++++ Data shown ++++

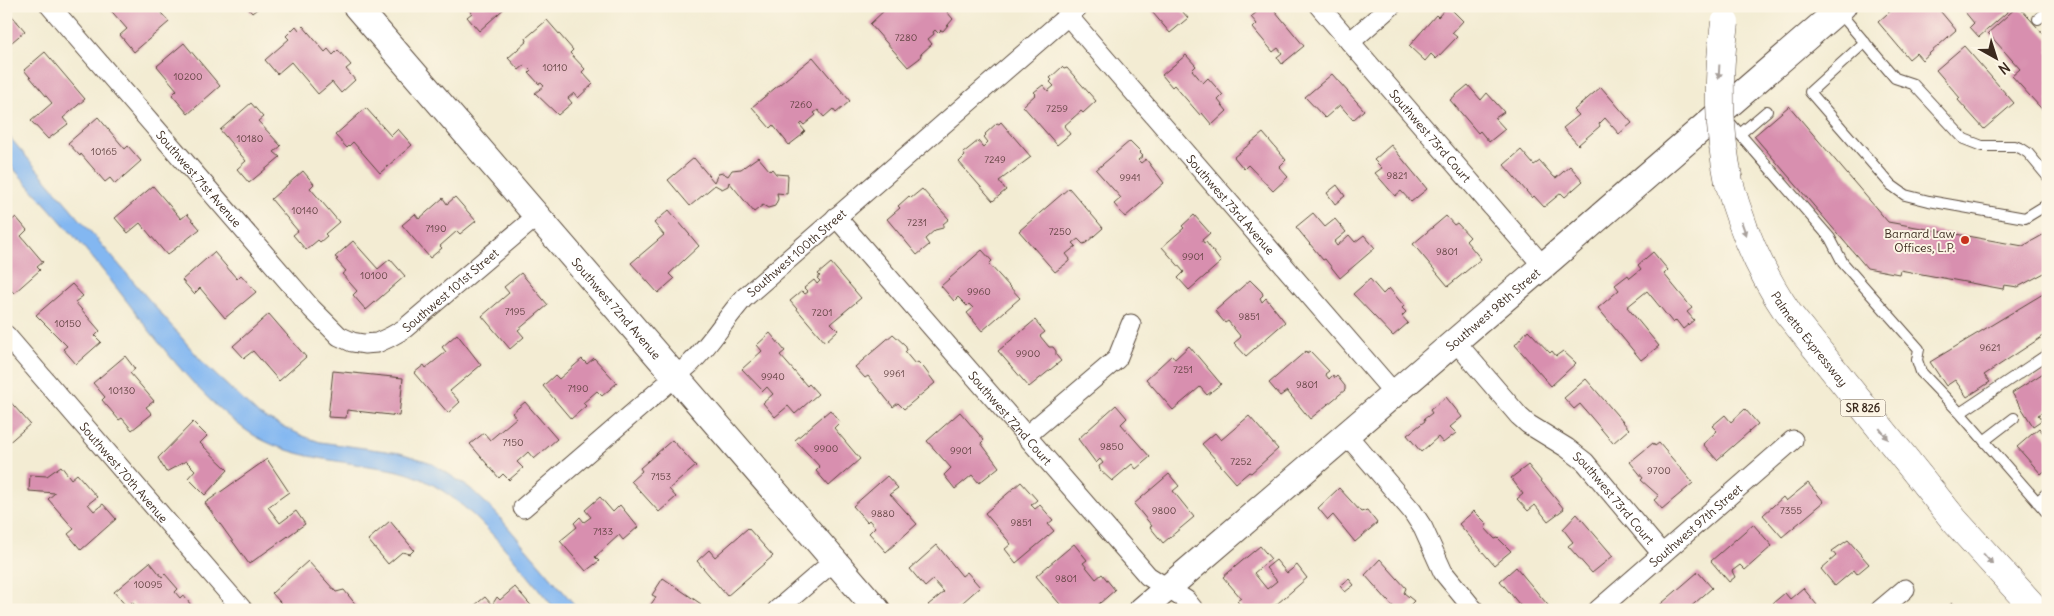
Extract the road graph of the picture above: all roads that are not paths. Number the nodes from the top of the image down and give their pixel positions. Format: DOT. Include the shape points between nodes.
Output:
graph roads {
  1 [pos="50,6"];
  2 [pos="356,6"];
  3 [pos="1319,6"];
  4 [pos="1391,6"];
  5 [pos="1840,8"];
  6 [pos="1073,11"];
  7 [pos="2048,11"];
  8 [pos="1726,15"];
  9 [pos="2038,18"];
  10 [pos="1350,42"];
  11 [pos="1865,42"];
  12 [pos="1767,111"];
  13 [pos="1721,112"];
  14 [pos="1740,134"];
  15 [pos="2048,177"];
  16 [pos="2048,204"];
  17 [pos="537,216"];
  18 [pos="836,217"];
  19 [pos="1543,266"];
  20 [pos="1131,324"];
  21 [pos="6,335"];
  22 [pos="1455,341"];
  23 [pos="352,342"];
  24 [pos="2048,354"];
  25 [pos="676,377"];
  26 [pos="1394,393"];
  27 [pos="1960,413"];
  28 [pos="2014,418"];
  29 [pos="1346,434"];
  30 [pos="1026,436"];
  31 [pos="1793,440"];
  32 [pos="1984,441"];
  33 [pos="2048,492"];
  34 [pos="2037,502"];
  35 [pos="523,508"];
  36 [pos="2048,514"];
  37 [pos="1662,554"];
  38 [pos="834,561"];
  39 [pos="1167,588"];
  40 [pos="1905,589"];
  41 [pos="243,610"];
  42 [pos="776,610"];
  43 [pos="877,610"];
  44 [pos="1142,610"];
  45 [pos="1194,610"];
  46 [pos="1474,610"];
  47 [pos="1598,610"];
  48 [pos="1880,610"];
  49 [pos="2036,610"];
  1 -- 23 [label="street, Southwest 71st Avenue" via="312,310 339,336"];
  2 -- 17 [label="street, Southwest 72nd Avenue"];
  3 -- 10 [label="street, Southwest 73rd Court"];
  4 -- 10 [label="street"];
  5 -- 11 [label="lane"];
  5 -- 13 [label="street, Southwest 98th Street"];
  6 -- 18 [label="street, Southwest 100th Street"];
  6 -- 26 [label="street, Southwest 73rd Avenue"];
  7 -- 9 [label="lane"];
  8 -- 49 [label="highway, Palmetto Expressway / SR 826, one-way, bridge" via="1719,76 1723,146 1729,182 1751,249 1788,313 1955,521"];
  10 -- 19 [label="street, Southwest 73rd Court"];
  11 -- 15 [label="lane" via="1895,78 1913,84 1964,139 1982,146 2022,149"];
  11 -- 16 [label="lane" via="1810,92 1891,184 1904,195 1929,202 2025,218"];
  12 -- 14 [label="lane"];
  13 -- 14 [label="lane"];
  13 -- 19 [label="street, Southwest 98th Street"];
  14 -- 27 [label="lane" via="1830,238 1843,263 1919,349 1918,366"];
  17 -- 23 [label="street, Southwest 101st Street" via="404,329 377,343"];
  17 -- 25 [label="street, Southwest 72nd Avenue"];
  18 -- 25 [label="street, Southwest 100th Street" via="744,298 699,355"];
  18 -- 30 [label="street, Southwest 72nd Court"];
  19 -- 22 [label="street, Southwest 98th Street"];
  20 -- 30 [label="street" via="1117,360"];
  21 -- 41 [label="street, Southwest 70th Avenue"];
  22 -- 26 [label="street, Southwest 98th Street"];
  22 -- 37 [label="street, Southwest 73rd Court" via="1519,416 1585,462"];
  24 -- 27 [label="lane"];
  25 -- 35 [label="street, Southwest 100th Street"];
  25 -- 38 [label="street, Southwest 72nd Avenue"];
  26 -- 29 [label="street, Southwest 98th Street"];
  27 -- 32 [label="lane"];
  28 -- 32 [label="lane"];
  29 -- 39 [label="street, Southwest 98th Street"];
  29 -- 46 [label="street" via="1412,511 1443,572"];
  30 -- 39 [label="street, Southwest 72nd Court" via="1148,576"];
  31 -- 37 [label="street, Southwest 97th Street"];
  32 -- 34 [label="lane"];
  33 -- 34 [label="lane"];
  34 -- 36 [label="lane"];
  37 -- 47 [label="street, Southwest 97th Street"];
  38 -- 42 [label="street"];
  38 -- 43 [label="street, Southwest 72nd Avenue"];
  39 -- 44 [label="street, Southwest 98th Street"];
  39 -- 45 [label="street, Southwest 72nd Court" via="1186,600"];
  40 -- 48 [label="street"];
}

++++

What is needed
For the string "graph", filter the data and copy out each line where it occurs.

Exercise solution
Extract the road graph of the picture above: all roads that are not paths. Number the nodes from the top of the image down and give their pixel positions. Format: DOT. Include the shape points between nodes.
graph roads {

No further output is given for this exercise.